For the material that follows, state the number of lines where "nodes" occurs, and add nothing.

────────────────

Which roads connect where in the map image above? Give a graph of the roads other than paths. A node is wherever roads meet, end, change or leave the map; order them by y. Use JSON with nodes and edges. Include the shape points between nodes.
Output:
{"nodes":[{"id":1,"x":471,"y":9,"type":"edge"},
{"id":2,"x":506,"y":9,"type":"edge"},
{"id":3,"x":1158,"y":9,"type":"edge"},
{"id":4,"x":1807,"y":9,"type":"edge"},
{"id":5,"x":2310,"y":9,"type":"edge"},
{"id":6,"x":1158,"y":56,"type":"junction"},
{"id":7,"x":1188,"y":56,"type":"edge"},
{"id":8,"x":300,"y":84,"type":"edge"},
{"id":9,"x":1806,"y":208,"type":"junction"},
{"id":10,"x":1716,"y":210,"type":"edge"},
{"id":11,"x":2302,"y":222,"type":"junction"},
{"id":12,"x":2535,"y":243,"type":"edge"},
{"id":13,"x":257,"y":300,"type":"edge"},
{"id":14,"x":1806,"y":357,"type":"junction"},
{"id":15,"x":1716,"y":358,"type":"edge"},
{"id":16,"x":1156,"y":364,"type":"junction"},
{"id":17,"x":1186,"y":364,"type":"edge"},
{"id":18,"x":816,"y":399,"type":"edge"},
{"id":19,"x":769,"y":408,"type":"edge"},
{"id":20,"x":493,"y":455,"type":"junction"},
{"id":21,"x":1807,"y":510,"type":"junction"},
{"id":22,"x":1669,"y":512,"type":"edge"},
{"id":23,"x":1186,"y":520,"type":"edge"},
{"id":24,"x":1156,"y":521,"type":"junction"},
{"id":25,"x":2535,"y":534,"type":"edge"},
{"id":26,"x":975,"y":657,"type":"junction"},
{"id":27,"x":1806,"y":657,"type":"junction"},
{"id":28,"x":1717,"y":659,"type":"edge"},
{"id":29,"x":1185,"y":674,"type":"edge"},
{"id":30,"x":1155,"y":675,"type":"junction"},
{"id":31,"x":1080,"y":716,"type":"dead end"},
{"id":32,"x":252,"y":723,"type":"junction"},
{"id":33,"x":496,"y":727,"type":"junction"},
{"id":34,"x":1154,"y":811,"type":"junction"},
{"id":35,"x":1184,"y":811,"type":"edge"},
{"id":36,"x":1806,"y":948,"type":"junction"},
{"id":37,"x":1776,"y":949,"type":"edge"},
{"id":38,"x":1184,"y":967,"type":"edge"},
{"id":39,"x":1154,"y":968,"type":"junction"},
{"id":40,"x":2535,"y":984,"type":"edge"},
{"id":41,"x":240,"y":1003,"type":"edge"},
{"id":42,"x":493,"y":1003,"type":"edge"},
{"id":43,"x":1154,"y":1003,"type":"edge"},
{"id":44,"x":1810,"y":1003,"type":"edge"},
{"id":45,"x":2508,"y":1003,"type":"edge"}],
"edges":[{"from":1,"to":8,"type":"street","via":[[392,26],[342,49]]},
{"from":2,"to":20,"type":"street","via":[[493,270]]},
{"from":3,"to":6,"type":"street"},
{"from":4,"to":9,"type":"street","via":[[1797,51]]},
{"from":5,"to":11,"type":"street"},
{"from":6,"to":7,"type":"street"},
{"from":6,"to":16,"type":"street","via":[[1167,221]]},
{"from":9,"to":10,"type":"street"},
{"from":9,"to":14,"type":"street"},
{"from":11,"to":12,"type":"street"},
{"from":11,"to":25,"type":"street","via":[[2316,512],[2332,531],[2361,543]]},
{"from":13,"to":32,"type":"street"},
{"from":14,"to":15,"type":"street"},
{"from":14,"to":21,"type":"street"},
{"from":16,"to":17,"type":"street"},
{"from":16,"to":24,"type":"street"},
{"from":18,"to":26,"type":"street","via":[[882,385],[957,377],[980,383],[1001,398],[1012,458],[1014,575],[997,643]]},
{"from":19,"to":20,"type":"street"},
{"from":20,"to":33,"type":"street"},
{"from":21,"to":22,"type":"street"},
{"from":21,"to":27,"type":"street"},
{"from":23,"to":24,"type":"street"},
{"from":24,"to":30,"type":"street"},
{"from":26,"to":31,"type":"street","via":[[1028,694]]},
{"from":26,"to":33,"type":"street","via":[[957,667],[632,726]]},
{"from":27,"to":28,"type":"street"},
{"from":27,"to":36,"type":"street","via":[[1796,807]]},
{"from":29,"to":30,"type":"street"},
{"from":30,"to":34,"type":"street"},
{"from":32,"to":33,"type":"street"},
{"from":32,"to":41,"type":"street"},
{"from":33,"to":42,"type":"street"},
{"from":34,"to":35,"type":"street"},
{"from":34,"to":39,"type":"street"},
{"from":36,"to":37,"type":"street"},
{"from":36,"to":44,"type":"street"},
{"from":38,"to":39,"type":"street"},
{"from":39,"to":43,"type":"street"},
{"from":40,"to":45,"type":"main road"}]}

────────────────

TASK RESULT => 2